MCBL-UNet: A Hybrid Mamba-CNN Boundary Enhanced Light-weight UNet for Placenta Ultrasound Image Segmentation.
Authors
Abstract
The shape and size of the placenta are closely related to fetal development in the second and third trimesters of pregnancy. Accurately segmenting the placental contour in ultrasound images is a challenge because it is limited by image noise, fuzzy boundaries, and tight clinical resources. To address these issues, we propose MCBL-UNet, a novel lightweight segmentation framework that combines the long-range modeling capabilities of Mamba and the local feature extraction advantages of convolutional neural networks (CNNs) to achieve efficient segmentation through multi-information fusion. Based on a compact 6-layer U-Net architecture, MCBL-UNet introduces several key modules: a boundary enhancement module (BEM) to extract fine-grained edge and texture features; a multi-dimensional global context module (MGCM) to capture global semantics and edge information in the deep stages of the encoder and decoder; and a parallel channel spatial attention module (PCSAM) to suppress redundant information in skip connections while enhancing spatial and channel correlations. To further improve feature reconstruction and edge preservation capabilities, we introduce an attention downsampling module (ADM) and a content-aware upsampling module (CUM). MCBL-UNet has achieved excellent segmentation performance on multiple medical ultrasound datasets (placenta, gestational sac, thyroid nodules).

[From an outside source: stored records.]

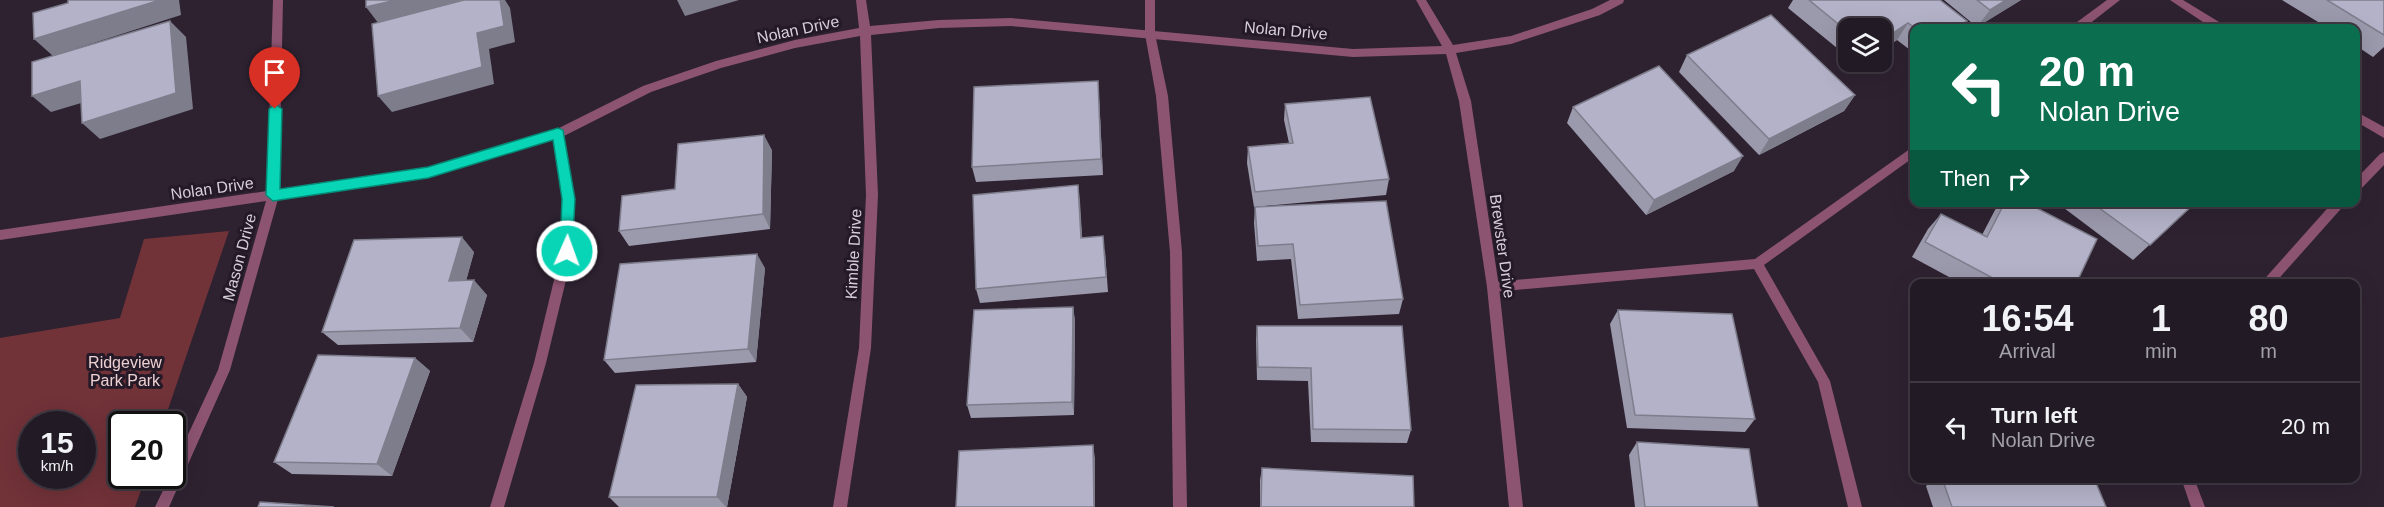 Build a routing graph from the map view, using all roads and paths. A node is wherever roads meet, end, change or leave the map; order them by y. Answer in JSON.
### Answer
{"nodes":[{"id":1,"x":278,"y":0,"type":"edge"},
{"id":2,"x":861,"y":0,"type":"edge"},
{"id":3,"x":1150,"y":0,"type":"edge"},
{"id":4,"x":1421,"y":0,"type":"edge"},
{"id":5,"x":1618,"y":0,"type":"edge"},
{"id":6,"x":2115,"y":0,"type":"edge"},
{"id":7,"x":2175,"y":0,"type":"edge"},
{"id":8,"x":2082,"y":24,"type":"edge"},
{"id":9,"x":2214,"y":24,"type":"edge"},
{"id":10,"x":865,"y":32,"type":"junction"},
{"id":11,"x":1150,"y":34,"type":"junction"},
{"id":12,"x":1450,"y":50,"type":"junction"},
{"id":13,"x":2360,"y":118,"type":"edge"},
{"id":14,"x":2384,"y":133,"type":"edge"},
{"id":15,"x":558,"y":134,"type":"junction"},
{"id":16,"x":1910,"y":154,"type":"edge"},
{"id":17,"x":2384,"y":157,"type":"edge"},
{"id":18,"x":2360,"y":183,"type":"edge"},
{"id":19,"x":273,"y":195,"type":"junction"},
{"id":20,"x":2336,"y":207,"type":"edge"},
{"id":21,"x":0,"y":235,"type":"edge"},
{"id":22,"x":1757,"y":264,"type":"junction"},
{"id":23,"x":2271,"y":279,"type":"edge"},
{"id":24,"x":1493,"y":287,"type":"junction"},
{"id":25,"x":2189,"y":483,"type":"edge"},
{"id":26,"x":162,"y":507,"type":"edge"},
{"id":27,"x":497,"y":507,"type":"edge"},
{"id":28,"x":840,"y":507,"type":"edge"},
{"id":29,"x":1180,"y":507,"type":"edge"},
{"id":30,"x":1516,"y":507,"type":"edge"},
{"id":31,"x":1855,"y":507,"type":"edge"},
{"id":32,"x":2198,"y":507,"type":"edge"}],
"edges":[{"from":1,"to":19,"type":"street","name":"Mason Drive"},
{"from":2,"to":10,"type":"street","name":"Kimble Drive"},
{"from":3,"to":11,"type":"street"},
{"from":4,"to":12,"type":"street","name":"Brewster Drive"},
{"from":5,"to":12,"type":"street","name":"Nolan Drive"},
{"from":6,"to":8,"type":"street"},
{"from":7,"to":9,"type":"street"},
{"from":10,"to":11,"type":"street","name":"Nolan Drive"},
{"from":10,"to":15,"type":"street","name":"Nolan Drive"},
{"from":10,"to":28,"type":"street","name":"Kimble Drive"},
{"from":11,"to":12,"type":"street","name":"Nolan Drive"},
{"from":11,"to":29,"type":"street"},
{"from":12,"to":24,"type":"street","name":"Brewster Drive"},
{"from":13,"to":14,"type":"street"},
{"from":15,"to":19,"type":"street","name":"Nolan Drive"},
{"from":15,"to":27,"type":"street"},
{"from":16,"to":22,"type":"street"},
{"from":17,"to":18,"type":"street"},
{"from":19,"to":21,"type":"street","name":"Nolan Drive"},
{"from":19,"to":26,"type":"street","name":"Mason Drive"},
{"from":20,"to":23,"type":"street"},
{"from":22,"to":24,"type":"street"},
{"from":22,"to":31,"type":"street"},
{"from":24,"to":30,"type":"street","name":"Brewster Drive"},
{"from":25,"to":32,"type":"street"}]} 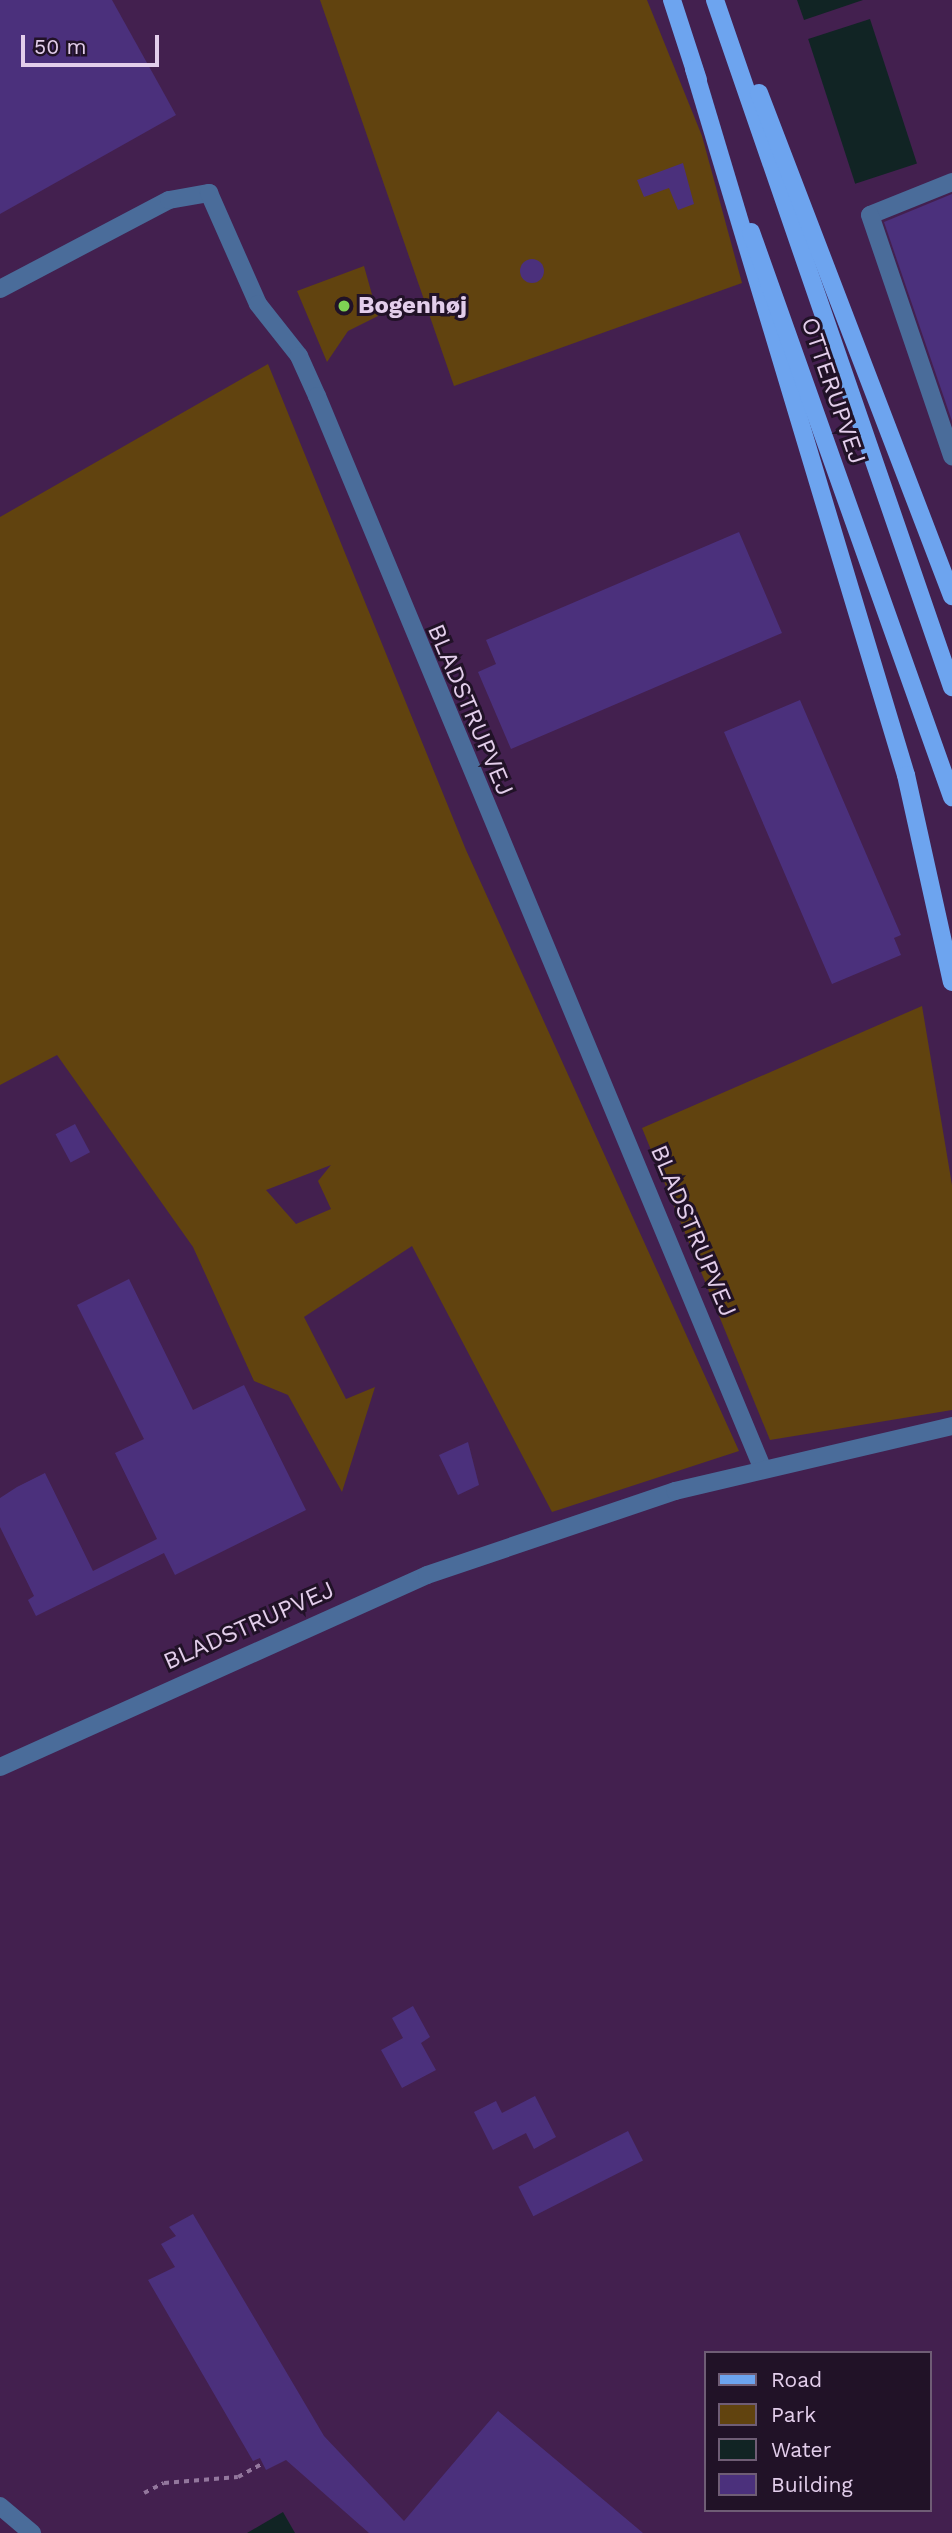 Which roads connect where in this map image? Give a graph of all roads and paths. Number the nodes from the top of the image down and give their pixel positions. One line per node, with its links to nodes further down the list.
1 (673, 0): 4 (main road, OTTERUPVEJ)
2 (715, 0): 9 (main road, OTTERUPVEJ)
3 (722, 0): 8 (main road)
4 (694, 69): 10 (main road, OTTERUPVEJ); 11 (main road)
5 (952, 182): 7 (street)
6 (0, 289): 13 (street, BLADSTRUPVEJ)
7 (952, 456)
8 (952, 596)
9 (952, 687)
10 (952, 797)
11 (952, 982)
12 (952, 1426): 13 (street, BLADSTRUPVEJ)
13 (762, 1467): 14 (street, BLADSTRUPVEJ)
14 (0, 1767)
15 (262, 2463): 16 (path)
16 (144, 2493)
17 (0, 2506): 18 (street)
18 (32, 2533)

Using only 1.31M parameters and 1.26G FLOPs, the model outperforms 13 existing mainstream methods in key indicators such as Dice coefficient and mIoU, showing a perfect balance between high accuracy and low computational cost. This model is not only suitable for resource-constrained clinical environments, but also provides a new idea for introducing the Mamba structure into medical image segmentation.